- _MATERIAL FOR THIS EXERCISE_
=== Section Start ===

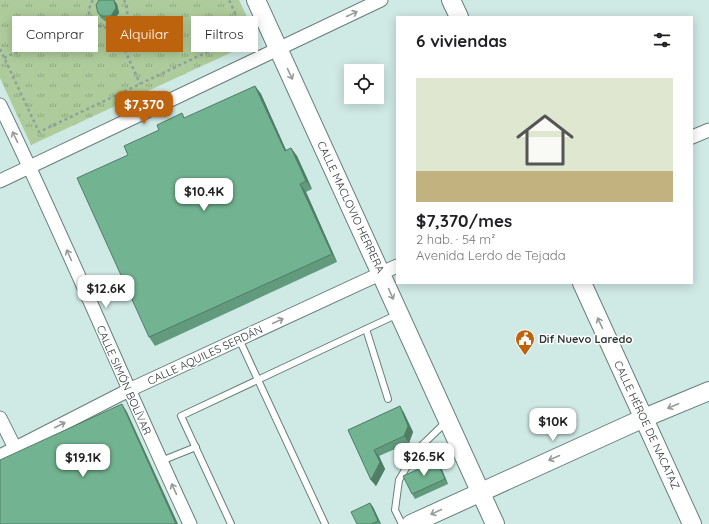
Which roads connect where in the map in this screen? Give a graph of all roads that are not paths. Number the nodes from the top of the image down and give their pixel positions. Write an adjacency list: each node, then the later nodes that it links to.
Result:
1 (256, 0): 5 (street, CALLE MACLOVIO HERRERA)
2 (381, 0): 5 (street, one-way to 2)
3 (451, 0): 4 (street)
4 (459, 16)
5 (278, 48): 9 (street); 11 (street, CALLE MACLOVIO HERRERA, one-way to 11)
6 (0, 105): 9 (street, CALLE SIMÓN BOLÍVAR, one-way to 6)
7 (709, 130): 8 (street)
8 (693, 137)
9 (29, 165): 10 (street); 17 (street, CALLE SIMÓN BOLÍVAR, one-way to 9)
10 (0, 181)
11 (389, 269): 13 (street, CALLE MACLOVIO HERRERA, one-way to 13); 15 (street, CALLE AQUILES SERDÁN, one-way to 11)
12 (582, 284): 21 (street, CALLE HÉROE DE NACATAZ, one-way to 12)
13 (400, 313): 14 (lane); 22 (street, CALLE MACLOVIO HERRERA)
14 (366, 329): 16 (lane); 19 (lane)
15 (240, 339): 16 (lane); 17 (street, CALLE AQUILES SERDÁN)
16 (258, 379): 23 (lane); 30 (lane)
17 (129, 390): 24 (street, CALLE AQUILES SERDÁN, one-way to 17); 26 (street, CALLE SIMÓN BOLÍVAR)
18 (709, 391): 21 (street, one-way to 21)
19 (388, 399)
20 (0, 418): 24 (street)
21 (644, 418): 27 (street, one-way to 27); 34 (street, CALLE HÉROE DE NACATAZ)
22 (447, 420): 27 (street, CALLE MACLOVIO HERRERA); 31 (lane)
23 (196, 447): 26 (lane); 29 (lane)
24 (15, 448): 25 (street, CALLE AQUILES SERDÁN)
25 (0, 456)
26 (161, 462): 28 (street, CALLE SIMÓN BOLÍVAR, one-way to 26)
27 (480, 492): 32 (street, one-way to 32); 33 (street, CALLE MACLOVIO HERRERA)
28 (190, 524)
29 (231, 524)
30 (325, 524)
31 (402, 524)
32 (411, 524)
33 (495, 524)
34 (692, 524)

=== Section End ===

- _WORK ORDER_
If an entry above holds a picture, leave that picture out and print the rest exactly.

- _TASK RESULT_
Which roads connect where in the map in this screen? Give a graph of all roads that are not paths. Number the nodes from the top of the image down and give their pixel positions. Write an adjacency list: each node, then the later nodes that it links to.
Result:
1 (256, 0): 5 (street, CALLE MACLOVIO HERRERA)
2 (381, 0): 5 (street, one-way to 2)
3 (451, 0): 4 (street)
4 (459, 16)
5 (278, 48): 9 (street); 11 (street, CALLE MACLOVIO HERRERA, one-way to 11)
6 (0, 105): 9 (street, CALLE SIMÓN BOLÍVAR, one-way to 6)
7 (709, 130): 8 (street)
8 (693, 137)
9 (29, 165): 10 (street); 17 (street, CALLE SIMÓN BOLÍVAR, one-way to 9)
10 (0, 181)
11 (389, 269): 13 (street, CALLE MACLOVIO HERRERA, one-way to 13); 15 (street, CALLE AQUILES SERDÁN, one-way to 11)
12 (582, 284): 21 (street, CALLE HÉROE DE NACATAZ, one-way to 12)
13 (400, 313): 14 (lane); 22 (street, CALLE MACLOVIO HERRERA)
14 (366, 329): 16 (lane); 19 (lane)
15 (240, 339): 16 (lane); 17 (street, CALLE AQUILES SERDÁN)
16 (258, 379): 23 (lane); 30 (lane)
17 (129, 390): 24 (street, CALLE AQUILES SERDÁN, one-way to 17); 26 (street, CALLE SIMÓN BOLÍVAR)
18 (709, 391): 21 (street, one-way to 21)
19 (388, 399)
20 (0, 418): 24 (street)
21 (644, 418): 27 (street, one-way to 27); 34 (street, CALLE HÉROE DE NACATAZ)
22 (447, 420): 27 (street, CALLE MACLOVIO HERRERA); 31 (lane)
23 (196, 447): 26 (lane); 29 (lane)
24 (15, 448): 25 (street, CALLE AQUILES SERDÁN)
25 (0, 456)
26 (161, 462): 28 (street, CALLE SIMÓN BOLÍVAR, one-way to 26)
27 (480, 492): 32 (street, one-way to 32); 33 (street, CALLE MACLOVIO HERRERA)
28 (190, 524)
29 (231, 524)
30 (325, 524)
31 (402, 524)
32 (411, 524)
33 (495, 524)
34 (692, 524)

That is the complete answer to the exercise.